We all know what Hertz was before it went bust, it rented cars out at airports and the like, right? So, when people stopped flying therefore they ran out of money and went bust.
Well, yes, there’s some truth there. They did run out of money and they did go bust. But it’s not really, or not particularly, because no one was renting cars from them. Rather, it’s because in the economics of it they were rather more a used car dealer than a car rental company.
The details on Hertz are here. The important thing to note being:
Used-vehicle prices were down 17.6% on a year-over-year basis in April, marking the largest decline in the series, which began in 1996. Light-truck and SUV prices decreased 18.3%, whereas car prices moved down 16.8%. Vehicle retention value, measured as price/MSRP, fell 19.3%. In the light-truck/SUV component, retention value was down 20%, and in the car component it declined 18.6%.
To give the sketch of it. Hertz owned some – in different ways – 500,000 cars. Average time with the company for a vehicle is perhaps 13 months. Note, for some of these the price risk remains with the manufacturer, at least for the cars currently held it does. But for some large portion there were special vehicle companies which would borrow by issuing bonds. These would own the cars.
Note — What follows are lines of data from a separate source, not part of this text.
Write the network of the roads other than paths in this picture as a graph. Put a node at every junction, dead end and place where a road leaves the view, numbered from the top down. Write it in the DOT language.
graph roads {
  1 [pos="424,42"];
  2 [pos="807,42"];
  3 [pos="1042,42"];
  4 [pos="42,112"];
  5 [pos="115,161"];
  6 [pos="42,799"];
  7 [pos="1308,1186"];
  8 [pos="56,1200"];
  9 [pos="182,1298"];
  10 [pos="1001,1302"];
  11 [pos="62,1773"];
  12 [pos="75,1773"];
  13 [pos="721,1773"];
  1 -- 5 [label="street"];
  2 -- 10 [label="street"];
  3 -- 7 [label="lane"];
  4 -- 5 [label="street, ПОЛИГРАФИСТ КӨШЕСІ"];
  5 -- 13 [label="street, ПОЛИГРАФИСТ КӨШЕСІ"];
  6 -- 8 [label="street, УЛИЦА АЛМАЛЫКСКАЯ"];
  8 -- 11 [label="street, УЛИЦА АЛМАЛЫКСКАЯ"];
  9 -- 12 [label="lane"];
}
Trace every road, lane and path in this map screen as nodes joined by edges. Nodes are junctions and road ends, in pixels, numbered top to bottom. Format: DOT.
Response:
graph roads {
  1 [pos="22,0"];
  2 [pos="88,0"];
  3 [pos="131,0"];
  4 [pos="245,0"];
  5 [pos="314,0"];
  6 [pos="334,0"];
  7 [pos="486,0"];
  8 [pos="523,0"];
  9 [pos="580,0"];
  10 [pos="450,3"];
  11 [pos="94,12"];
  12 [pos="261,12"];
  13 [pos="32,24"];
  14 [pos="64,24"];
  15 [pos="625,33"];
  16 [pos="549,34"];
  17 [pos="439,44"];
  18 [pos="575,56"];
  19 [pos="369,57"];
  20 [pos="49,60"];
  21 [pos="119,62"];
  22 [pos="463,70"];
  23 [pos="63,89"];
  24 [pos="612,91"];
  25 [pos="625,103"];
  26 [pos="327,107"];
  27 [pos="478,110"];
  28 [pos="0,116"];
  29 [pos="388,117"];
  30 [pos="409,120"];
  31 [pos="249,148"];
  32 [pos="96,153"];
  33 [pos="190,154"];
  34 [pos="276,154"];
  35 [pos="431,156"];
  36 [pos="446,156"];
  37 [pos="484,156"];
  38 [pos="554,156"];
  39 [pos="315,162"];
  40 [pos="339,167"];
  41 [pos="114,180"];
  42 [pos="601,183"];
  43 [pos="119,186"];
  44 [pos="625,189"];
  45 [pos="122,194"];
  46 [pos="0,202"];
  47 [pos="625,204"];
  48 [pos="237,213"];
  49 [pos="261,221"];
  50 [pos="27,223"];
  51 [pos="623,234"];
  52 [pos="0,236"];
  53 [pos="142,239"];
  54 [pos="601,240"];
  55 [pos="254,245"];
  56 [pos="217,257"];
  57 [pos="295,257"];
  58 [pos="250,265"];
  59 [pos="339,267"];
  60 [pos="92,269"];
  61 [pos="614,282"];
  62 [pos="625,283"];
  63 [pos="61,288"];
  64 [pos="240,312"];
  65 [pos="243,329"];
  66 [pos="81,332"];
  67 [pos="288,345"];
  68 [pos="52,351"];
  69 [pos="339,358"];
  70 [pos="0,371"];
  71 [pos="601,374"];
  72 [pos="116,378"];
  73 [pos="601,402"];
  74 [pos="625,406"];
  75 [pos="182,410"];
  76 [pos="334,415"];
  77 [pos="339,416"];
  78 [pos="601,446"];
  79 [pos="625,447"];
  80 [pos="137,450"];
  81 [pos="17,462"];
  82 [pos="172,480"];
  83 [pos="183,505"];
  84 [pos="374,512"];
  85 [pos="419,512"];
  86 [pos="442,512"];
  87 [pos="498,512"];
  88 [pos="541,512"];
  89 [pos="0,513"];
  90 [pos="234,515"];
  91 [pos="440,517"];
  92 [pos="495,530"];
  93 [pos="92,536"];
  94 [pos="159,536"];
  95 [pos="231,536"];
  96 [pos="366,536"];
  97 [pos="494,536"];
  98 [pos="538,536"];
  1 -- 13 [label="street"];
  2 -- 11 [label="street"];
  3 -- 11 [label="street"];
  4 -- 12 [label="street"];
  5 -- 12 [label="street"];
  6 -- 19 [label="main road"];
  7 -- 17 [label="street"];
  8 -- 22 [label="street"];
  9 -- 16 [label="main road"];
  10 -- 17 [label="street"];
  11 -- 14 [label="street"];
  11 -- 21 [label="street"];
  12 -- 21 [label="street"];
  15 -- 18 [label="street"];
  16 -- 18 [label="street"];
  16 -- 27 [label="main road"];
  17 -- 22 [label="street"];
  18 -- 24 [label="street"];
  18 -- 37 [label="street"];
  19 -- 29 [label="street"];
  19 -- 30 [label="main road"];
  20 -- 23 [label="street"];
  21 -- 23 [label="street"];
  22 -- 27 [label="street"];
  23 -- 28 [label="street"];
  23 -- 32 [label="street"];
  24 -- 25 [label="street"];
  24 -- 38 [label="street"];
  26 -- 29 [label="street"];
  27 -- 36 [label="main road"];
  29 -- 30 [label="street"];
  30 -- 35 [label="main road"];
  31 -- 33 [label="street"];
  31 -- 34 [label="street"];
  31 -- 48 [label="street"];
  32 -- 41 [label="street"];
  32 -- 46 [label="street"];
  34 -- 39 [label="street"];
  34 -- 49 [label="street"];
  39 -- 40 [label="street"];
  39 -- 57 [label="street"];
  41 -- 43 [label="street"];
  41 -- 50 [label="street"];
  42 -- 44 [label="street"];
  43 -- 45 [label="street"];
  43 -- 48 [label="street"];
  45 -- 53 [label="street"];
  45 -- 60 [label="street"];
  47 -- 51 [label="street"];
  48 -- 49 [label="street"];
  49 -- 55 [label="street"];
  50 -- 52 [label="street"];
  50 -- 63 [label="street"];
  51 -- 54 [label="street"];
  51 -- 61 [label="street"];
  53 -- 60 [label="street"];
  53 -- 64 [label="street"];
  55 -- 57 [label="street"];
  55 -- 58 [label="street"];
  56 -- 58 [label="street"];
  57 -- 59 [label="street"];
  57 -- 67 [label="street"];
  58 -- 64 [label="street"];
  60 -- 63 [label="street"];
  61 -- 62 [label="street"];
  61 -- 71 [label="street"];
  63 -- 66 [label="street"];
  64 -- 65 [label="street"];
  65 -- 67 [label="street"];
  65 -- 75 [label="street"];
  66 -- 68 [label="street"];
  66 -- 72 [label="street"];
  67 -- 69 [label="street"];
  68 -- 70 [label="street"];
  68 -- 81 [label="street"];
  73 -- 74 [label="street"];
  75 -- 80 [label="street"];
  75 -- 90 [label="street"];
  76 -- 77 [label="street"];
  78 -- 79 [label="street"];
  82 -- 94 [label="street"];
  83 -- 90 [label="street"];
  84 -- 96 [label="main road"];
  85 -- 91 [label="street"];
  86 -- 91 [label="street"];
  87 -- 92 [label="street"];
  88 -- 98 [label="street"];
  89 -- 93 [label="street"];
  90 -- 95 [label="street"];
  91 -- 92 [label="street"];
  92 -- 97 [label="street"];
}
There is obviously a price difference between a new car and a used one although given the vast discounts available to those buying hundreds of thousands a year this can actually be positive. I know of at least one UK car rental company where the annual profit came entirely from buying new cheaper than they sold used – the rental business always lost money.
However, the importance is that Hertz was on the hook for the difference between new and used. Had to pay the SPV for changes in that book value. Used car prices plummeted, Hertz couldn’t find that margin to pay the SPVs, Hertz went bust.
Sure, Hertz had a business renting cars out. But the reason it went bust, the business risk there and thus what we would properly call the economic model was that Hertz was a used car dealer.
The “car rental” part of the business was essentially warehousing the stock until they could sell it.
And used car values will plummet towards zero the closer we get to the internal combustion engine ban. Nobody will be making capital available for private or commercial vehicle purchase or to lease or rent. Then few either private or business will be able to afford a new vehicle and since they will not be able to use their current vehicle(s) will have none – buy horse futures. I don’t see this factor being considered in the drive to save the Planet by the political morons. But then I suppose if you can trash an economy with no consideration of… Read more »
I must confess I’m looking forward to the return of the great horse shit crisis predicted by the modellers of the late 19th century. They evidently concluded that, in 50 years, the streets of London would be buried under 9 feet of horse shit.
Of course if we really needed to, we could just make all the petrol we need from hydrogen and CO2. The Germans worked out how to do this over 90 years ago.
That was the same error as Covid and climate modeling, to neglect to consider people’s tendency to adapt and innovate, plus the self-limiting aspects of the predicted future. “Science” doesn’t predict, and scary predictions using extrapolation are not science but manipulation with numbers.
And here was me thinking they made their money by selling overpriced insurance (e.g. CDW) and renting out GPS and baby seats etc. at extortionate rates.
You have a strange definintion of “used car dealer”, which I would understand to be someone who buys and sells used cars, rather than only sells them.
But you might as well say that Hertz was a financial company as a car vendor. If they had financed their fleet directly from shareholder cash, they’d have had a fall in value but been able to keep the vehicles longer before sale and waited until the market recovered. By using a more complex financial instrument they got leverage which amplified the profits in the good times and the losses in the bad.